* WHAT IS REQUIRED: Wherever the string "Ocho" appears in the records, return the line that holds it.

* RECORDED DATA:
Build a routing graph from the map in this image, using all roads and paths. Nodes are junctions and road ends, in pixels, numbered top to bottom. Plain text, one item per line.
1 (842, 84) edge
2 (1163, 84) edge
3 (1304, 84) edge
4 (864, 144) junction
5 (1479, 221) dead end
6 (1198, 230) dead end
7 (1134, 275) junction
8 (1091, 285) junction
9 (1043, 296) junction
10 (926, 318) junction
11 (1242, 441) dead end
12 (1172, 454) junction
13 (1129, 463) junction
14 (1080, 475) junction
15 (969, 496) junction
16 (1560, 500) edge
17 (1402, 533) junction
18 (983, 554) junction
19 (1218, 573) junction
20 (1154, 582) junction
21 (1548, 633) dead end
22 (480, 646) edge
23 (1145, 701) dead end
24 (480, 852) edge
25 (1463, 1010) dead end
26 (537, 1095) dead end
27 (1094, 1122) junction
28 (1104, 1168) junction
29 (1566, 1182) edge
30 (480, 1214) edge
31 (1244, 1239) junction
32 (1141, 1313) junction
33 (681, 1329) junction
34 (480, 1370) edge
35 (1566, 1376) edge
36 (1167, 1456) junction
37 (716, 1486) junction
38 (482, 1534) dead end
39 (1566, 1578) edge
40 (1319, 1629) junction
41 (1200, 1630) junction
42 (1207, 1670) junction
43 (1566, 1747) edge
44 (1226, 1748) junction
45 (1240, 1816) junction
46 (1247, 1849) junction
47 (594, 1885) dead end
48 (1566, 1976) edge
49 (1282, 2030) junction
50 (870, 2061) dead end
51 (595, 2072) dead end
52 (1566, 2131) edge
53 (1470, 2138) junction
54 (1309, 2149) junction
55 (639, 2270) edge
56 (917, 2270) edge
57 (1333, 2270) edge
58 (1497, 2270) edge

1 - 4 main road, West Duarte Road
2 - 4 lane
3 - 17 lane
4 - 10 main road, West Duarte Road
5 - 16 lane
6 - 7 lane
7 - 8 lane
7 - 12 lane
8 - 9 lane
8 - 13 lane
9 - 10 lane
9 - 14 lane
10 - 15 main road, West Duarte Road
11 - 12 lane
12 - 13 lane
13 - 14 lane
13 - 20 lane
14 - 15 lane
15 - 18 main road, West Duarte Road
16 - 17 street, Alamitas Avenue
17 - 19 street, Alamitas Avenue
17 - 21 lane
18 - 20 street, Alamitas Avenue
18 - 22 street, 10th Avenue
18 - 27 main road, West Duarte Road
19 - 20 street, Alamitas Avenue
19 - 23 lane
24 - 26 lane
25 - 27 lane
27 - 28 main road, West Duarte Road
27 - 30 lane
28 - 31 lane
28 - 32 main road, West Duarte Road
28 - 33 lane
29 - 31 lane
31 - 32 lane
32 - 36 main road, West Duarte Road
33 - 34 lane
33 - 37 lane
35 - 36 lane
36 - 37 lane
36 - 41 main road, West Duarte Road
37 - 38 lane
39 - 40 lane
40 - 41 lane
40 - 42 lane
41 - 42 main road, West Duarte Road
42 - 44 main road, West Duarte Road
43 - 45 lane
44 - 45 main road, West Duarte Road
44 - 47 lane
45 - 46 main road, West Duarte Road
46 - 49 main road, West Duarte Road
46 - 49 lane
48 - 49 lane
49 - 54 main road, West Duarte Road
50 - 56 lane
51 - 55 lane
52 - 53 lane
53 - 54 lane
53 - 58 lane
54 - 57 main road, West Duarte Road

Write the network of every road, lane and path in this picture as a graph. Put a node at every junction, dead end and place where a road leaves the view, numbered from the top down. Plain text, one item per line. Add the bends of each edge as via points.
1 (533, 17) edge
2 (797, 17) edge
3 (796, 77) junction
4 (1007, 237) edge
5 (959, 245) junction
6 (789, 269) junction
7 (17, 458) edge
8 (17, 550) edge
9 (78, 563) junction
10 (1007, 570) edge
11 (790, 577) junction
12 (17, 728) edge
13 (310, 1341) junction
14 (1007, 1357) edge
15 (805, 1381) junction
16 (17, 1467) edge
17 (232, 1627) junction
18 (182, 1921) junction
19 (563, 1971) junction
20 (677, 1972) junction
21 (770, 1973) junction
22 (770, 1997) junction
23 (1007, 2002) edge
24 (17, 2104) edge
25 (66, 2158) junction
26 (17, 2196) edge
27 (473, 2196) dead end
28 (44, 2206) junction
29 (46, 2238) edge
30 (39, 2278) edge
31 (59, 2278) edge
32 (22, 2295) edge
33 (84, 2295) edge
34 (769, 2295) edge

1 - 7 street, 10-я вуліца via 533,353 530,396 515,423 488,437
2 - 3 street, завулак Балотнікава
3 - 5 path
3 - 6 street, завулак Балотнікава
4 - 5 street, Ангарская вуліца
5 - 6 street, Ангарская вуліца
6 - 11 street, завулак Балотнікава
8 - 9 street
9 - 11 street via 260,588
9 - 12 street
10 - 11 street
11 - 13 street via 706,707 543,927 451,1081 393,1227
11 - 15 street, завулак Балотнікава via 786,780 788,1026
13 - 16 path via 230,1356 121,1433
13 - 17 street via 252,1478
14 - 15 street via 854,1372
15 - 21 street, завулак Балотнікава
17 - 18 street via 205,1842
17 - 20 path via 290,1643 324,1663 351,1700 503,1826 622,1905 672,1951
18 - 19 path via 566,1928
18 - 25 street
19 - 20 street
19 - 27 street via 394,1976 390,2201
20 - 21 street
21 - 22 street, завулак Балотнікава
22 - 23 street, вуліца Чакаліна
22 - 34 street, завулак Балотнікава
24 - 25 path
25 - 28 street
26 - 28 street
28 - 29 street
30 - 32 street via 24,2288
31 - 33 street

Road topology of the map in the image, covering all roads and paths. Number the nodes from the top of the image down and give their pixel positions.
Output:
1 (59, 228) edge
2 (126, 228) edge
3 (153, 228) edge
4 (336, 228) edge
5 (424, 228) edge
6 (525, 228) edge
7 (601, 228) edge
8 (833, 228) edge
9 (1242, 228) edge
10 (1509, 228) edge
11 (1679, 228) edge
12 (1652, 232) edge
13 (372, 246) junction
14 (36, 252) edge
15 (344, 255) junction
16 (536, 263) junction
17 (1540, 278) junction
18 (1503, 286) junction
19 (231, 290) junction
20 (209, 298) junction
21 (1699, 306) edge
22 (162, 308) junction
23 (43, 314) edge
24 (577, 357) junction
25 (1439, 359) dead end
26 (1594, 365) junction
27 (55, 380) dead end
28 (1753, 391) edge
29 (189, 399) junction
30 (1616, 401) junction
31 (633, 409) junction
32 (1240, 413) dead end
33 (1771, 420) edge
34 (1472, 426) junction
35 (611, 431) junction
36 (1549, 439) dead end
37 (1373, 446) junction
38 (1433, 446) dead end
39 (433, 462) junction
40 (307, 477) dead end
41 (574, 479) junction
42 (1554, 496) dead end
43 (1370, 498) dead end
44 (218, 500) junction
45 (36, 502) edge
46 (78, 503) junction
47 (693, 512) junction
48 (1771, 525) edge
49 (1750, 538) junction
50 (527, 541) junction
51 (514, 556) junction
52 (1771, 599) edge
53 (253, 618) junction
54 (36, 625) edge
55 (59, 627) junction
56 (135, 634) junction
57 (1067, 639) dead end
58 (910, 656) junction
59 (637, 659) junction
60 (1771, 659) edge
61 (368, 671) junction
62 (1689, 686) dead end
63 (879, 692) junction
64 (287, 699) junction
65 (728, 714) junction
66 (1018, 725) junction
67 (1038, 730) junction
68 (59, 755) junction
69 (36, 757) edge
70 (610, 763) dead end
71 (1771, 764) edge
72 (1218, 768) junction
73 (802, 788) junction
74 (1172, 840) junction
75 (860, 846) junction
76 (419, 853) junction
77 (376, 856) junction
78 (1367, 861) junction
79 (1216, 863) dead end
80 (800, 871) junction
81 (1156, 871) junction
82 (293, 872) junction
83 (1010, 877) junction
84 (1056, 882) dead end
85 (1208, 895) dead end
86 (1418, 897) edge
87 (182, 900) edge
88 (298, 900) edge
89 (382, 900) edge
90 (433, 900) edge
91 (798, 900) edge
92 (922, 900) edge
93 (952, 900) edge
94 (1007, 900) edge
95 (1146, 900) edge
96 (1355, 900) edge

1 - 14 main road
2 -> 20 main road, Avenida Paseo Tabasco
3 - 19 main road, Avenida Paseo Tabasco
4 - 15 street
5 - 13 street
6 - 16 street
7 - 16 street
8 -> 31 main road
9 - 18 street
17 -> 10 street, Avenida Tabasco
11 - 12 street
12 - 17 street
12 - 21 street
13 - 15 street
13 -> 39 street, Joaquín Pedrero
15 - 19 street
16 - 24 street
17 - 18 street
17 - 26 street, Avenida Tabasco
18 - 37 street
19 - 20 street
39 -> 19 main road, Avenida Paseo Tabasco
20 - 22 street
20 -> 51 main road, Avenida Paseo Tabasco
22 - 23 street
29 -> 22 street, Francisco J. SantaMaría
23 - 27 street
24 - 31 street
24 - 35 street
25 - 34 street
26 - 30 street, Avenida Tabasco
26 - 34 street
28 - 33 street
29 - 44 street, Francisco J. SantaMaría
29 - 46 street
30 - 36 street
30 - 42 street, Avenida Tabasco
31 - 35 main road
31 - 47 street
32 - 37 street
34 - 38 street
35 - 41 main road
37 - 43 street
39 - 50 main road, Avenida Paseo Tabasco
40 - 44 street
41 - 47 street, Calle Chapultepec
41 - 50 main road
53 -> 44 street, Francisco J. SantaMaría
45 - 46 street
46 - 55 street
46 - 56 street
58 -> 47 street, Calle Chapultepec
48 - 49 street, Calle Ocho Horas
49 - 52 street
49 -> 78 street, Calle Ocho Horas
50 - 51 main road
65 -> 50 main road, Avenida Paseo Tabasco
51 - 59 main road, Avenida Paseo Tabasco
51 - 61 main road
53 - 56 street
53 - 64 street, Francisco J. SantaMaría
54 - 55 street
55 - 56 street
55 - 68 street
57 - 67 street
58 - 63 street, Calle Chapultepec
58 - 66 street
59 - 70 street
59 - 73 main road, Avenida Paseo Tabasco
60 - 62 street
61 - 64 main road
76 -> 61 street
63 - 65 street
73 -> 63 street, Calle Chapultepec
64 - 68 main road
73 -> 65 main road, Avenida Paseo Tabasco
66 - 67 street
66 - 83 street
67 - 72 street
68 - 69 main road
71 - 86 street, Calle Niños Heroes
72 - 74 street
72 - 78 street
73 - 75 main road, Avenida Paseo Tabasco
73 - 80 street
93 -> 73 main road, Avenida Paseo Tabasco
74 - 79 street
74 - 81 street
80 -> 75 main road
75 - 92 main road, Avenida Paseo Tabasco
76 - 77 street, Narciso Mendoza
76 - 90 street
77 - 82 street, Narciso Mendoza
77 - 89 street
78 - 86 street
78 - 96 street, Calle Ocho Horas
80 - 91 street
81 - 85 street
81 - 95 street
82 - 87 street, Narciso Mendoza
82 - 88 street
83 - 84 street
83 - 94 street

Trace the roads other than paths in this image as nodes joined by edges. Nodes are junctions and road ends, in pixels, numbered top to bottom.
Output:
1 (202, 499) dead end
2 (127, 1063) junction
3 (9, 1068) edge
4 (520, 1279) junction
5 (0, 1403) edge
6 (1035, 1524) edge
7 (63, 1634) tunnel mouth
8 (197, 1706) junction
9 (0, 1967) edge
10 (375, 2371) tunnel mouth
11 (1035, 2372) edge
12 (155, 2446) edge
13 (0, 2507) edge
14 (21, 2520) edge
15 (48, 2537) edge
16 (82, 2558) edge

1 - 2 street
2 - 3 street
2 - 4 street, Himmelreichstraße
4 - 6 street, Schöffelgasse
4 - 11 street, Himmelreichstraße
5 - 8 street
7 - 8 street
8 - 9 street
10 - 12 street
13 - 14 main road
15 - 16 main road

* EXERCISE RESPONSE:
48 - 49 street, Calle Ocho Horas
49 -> 78 street, Calle Ocho Horas
78 - 96 street, Calle Ocho Horas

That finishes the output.